=== Work required ===
Whatever the records hold, copy it exactly and completely.

┌─ Information provided

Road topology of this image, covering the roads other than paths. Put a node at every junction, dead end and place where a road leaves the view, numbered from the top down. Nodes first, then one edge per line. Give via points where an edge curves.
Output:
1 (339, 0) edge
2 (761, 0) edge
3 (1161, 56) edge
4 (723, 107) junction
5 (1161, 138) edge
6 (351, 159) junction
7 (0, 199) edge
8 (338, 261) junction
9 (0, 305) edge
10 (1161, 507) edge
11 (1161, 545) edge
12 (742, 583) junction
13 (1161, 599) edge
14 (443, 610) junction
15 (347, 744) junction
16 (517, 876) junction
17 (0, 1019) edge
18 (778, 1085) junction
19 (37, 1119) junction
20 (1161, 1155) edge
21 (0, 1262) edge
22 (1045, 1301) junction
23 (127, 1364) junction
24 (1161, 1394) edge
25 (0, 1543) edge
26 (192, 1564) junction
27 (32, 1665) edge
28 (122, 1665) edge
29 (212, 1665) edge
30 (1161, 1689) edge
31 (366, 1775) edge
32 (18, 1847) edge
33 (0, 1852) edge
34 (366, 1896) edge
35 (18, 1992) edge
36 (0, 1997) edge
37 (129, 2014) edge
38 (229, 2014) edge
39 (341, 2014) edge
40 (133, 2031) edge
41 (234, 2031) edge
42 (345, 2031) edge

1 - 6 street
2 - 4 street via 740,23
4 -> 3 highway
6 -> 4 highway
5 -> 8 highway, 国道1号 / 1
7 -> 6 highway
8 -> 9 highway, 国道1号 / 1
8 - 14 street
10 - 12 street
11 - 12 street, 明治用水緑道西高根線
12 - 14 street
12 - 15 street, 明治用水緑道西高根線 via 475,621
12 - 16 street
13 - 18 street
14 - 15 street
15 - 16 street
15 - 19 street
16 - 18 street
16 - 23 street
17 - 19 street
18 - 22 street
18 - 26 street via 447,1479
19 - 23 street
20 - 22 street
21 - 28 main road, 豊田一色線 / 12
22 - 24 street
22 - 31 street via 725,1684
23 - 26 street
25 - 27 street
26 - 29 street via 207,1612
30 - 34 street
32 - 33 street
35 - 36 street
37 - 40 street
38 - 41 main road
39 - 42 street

└─

=== Result below ===
Road topology of this image, covering the roads other than paths. Put a node at every junction, dead end and place where a road leaves the view, numbered from the top down. Nodes first, then one edge per line. Give via points where an edge curves.
Output:
1 (339, 0) edge
2 (761, 0) edge
3 (1161, 56) edge
4 (723, 107) junction
5 (1161, 138) edge
6 (351, 159) junction
7 (0, 199) edge
8 (338, 261) junction
9 (0, 305) edge
10 (1161, 507) edge
11 (1161, 545) edge
12 (742, 583) junction
13 (1161, 599) edge
14 (443, 610) junction
15 (347, 744) junction
16 (517, 876) junction
17 (0, 1019) edge
18 (778, 1085) junction
19 (37, 1119) junction
20 (1161, 1155) edge
21 (0, 1262) edge
22 (1045, 1301) junction
23 (127, 1364) junction
24 (1161, 1394) edge
25 (0, 1543) edge
26 (192, 1564) junction
27 (32, 1665) edge
28 (122, 1665) edge
29 (212, 1665) edge
30 (1161, 1689) edge
31 (366, 1775) edge
32 (18, 1847) edge
33 (0, 1852) edge
34 (366, 1896) edge
35 (18, 1992) edge
36 (0, 1997) edge
37 (129, 2014) edge
38 (229, 2014) edge
39 (341, 2014) edge
40 (133, 2031) edge
41 (234, 2031) edge
42 (345, 2031) edge

1 - 6 street
2 - 4 street via 740,23
4 -> 3 highway
6 -> 4 highway
5 -> 8 highway, 国道1号 / 1
7 -> 6 highway
8 -> 9 highway, 国道1号 / 1
8 - 14 street
10 - 12 street
11 - 12 street, 明治用水緑道西高根線
12 - 14 street
12 - 15 street, 明治用水緑道西高根線 via 475,621
12 - 16 street
13 - 18 street
14 - 15 street
15 - 16 street
15 - 19 street
16 - 18 street
16 - 23 street
17 - 19 street
18 - 22 street
18 - 26 street via 447,1479
19 - 23 street
20 - 22 street
21 - 28 main road, 豊田一色線 / 12
22 - 24 street
22 - 31 street via 725,1684
23 - 26 street
25 - 27 street
26 - 29 street via 207,1612
30 - 34 street
32 - 33 street
35 - 36 street
37 - 40 street
38 - 41 main road
39 - 42 street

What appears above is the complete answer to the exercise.